11 thoughts on “And He’s Serious About It Too

  1. I dunno. All I know is that I can’t dance anything, and I’ve seen some of those shiny-looking women that danced with that Flatley guy. Me, I would never belittle some dude who has a job where he is constantly surrounded by beautiful ladies who want to dance with him.

    And at least it’s not hip-hop.


  2. The Irish dancing is extremely aerobic, you DON’T see anybody fat (or even a little bit pudgy!) that dances well. Add tap shoes, ya gets Lord of the Dance (Michael Flatley).
    These men and women can kick your balls into orbit, they have THAT much muscle tone in their legs!!

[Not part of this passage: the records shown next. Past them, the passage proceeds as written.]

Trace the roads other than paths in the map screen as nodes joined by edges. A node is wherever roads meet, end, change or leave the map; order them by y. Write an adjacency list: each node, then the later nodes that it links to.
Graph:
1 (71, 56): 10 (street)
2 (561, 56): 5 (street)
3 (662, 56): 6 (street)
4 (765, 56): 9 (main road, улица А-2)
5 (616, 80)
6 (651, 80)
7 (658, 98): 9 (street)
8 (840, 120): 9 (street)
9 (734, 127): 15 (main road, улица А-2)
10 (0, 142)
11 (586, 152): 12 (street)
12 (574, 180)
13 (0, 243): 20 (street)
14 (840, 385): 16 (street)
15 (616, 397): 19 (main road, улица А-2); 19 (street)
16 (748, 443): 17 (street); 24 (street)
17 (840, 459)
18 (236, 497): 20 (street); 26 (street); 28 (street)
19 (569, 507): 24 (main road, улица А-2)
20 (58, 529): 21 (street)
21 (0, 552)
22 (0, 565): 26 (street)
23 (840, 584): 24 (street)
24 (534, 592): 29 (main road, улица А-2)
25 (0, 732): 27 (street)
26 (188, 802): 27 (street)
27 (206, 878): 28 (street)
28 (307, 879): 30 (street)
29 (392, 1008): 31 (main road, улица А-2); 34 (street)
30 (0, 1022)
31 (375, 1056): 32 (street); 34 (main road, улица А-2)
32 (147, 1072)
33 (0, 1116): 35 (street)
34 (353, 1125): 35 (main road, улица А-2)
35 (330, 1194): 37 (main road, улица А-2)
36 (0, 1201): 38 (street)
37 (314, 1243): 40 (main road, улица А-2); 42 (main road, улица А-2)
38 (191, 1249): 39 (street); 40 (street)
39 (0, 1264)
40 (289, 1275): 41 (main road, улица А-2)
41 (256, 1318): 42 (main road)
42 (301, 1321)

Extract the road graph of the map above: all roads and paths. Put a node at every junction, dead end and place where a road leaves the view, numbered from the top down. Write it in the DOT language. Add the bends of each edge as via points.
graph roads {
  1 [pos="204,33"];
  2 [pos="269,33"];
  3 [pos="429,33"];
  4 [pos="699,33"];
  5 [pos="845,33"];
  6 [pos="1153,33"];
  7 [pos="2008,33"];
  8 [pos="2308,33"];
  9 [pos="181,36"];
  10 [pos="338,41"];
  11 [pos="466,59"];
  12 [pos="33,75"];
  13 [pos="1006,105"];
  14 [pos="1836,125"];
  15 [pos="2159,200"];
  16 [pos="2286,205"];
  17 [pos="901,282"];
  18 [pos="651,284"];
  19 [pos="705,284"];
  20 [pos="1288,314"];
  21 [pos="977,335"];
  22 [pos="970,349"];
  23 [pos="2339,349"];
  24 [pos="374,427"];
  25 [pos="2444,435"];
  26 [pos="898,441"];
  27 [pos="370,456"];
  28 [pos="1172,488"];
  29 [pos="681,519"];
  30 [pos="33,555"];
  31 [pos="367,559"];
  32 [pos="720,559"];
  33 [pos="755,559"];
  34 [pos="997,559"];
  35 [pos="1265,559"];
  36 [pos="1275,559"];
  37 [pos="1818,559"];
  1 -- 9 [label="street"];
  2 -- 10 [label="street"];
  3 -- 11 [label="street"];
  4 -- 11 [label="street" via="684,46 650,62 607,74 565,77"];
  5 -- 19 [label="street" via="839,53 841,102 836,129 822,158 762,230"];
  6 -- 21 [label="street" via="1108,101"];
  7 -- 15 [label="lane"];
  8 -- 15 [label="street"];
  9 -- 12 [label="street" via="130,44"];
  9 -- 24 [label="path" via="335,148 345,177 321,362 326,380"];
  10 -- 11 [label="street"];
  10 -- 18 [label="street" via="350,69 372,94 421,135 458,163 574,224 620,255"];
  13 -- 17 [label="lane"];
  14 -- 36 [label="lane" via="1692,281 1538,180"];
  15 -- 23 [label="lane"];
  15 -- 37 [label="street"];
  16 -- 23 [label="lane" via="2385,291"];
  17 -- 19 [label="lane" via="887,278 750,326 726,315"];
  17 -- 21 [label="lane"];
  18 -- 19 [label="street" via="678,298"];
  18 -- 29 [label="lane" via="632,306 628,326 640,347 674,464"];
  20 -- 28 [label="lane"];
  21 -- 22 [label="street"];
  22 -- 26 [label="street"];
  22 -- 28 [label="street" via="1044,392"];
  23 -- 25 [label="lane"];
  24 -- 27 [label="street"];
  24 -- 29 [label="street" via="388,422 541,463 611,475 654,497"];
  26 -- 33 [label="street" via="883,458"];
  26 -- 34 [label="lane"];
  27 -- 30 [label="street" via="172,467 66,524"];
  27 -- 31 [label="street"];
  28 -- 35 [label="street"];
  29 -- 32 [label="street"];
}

  3. I’ve never seen a gay Irishman before. I always thought a gay Irishman was a
    who preferred women to whiskey. Two Irishmen walked out a bar… Well, it
    could happen! I love being an American mutt. I can tell all the Mick, Kraut,
    and Limey jokes and nobody can fuck with me.

    PS No drinking problems in my family.


  4. I’m not an expert in Irish dancing but I once dated a (female!) member of the New York City Ballet. Dance absolutely has a higher than average number of gay men but it also has a lot of raging heterosexuals that screw like bunnies. The wimmen like them.